Effect of the Cartilage Product on an Animal Model of Osteoporosis and Osteoarthritis

(92) Materials and Methods

(93) A model of ovariectomy-induced osteoporosis and anterior cruciate ligament transection (ACLT)-induced osteoarthritis in rats was used.

(94) The study included the following treatment groups: Blank: Group without induction of osteoporosis or osteoarthritis. Treated with 1 ml of water. Control 1: Group with induction of osteoporosis and osteoarthritis treated with 1 ml of water. It is the control group for treatment with the ossein-hydroxyapatite compound (OHC; see patent EP255565B1). OHC compound: Reference product used at a dose of 290.5 mg/kg/day in rats. Control 2: Group with induction of osteoporosis and osteoarthritis treated with 1 ml of water. It is the control group for treatment with the composition based on the cartilage product of the present invention. Composition 1 at a low dose (composition 1 LD): Formulation consisting of 600 mg of the cartilage product of Example 1, 800 mg of hydroxyapatite and 200 IU of vitamin D3. The administered dose in rats was 163.5 mg/kg/day of this formulation. Composition 2 at a high dose (composition 2 HD): Formulation consisting of 900 mg of the cartilage product of the Example 1, 1,200 mg of hydroxyapatite and 200 IU of vitamin D3. The administered dose in rats was 245 mg/kg/day of this formulation.
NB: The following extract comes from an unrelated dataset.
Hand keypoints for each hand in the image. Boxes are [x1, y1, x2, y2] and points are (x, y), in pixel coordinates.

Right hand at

(95) The amount of cartilage product and hydroxyapatite of compositions 1 and 2 used in the study was less than the amount of ossein and hydroxyapatite of the reference product (OHC compound).
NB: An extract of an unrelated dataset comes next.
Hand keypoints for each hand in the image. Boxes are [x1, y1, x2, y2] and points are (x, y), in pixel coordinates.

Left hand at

(96) The number of rats per treatment group was 15. The compounds were administered daily for 12 weeks by means of intragastric probe, resuspended in 1 ml of water.

(97) Cartilage degradation was evaluated by means of the scale recommended by OARSI (K. P. H. Pritzker et al, Osteoarthritis and Cartilage 14, 13-29 (2006)). The effects on mineral density and on bone microarchitecture bone were evaluated by means of micro-CT technique (M. L. Bouxsein et al., J. Bone Miner. Res. 25 (7), 1468-86 (2010))
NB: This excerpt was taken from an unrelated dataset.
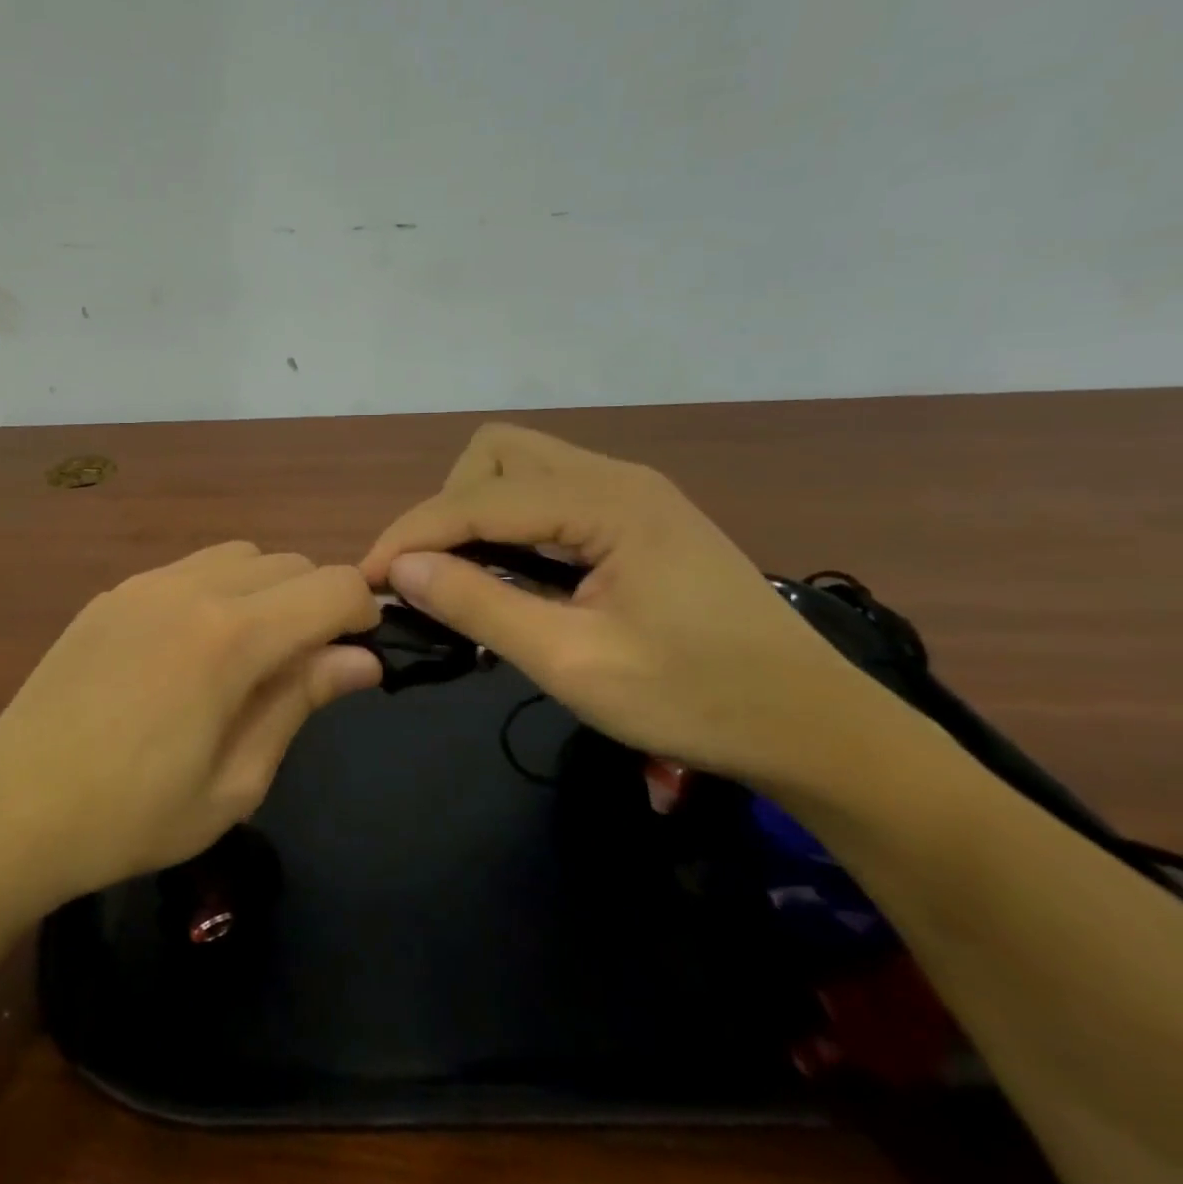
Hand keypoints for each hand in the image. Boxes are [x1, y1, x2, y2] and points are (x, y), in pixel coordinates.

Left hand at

(98) Results in Osteoarthritis:

(99) Treatments with composition 2 at a high dose and also with composition 1 at a low dose have shown to be highly effective in reducing cartilage degradation (p<0.05). The compound OHC showed no significant effect (see FIG. 5).

(100) Results in Osteoporosis:

(101) As can be seen in FIG. 6, treatments with the OHC compound and composition 1 at a low dose caused a considerable increase in the bone volume percentage. Nevertheless, treatment with composition 2 at a high dose was the only treatment that entailed a statistically significant increase in bone volume percentage (p<0.05).

(102) As can be seen in FIG. 7, treatment with the OHC compound caused only a mild effect on bone surface density (comparing the OHC compound with control 1). Treatments with composition 1 at a low dose and with composition 2 at a high dose caused a considerable increase in bone surface density, the effect of composition 2 at a high dose being statistically significant (p<0.01).

(103) In addition, FIG. 8 shows that treatment with composition 1 at a low dose caused a non-statistically significant increase in the trabecular number (45% increase). The OHC compound caused an 88% increase which is, statistically significant (p<0.05). Composition 2 at a high dose was the treatment that showed better results, with an increase in the trabecular number of 180% (p<0.01).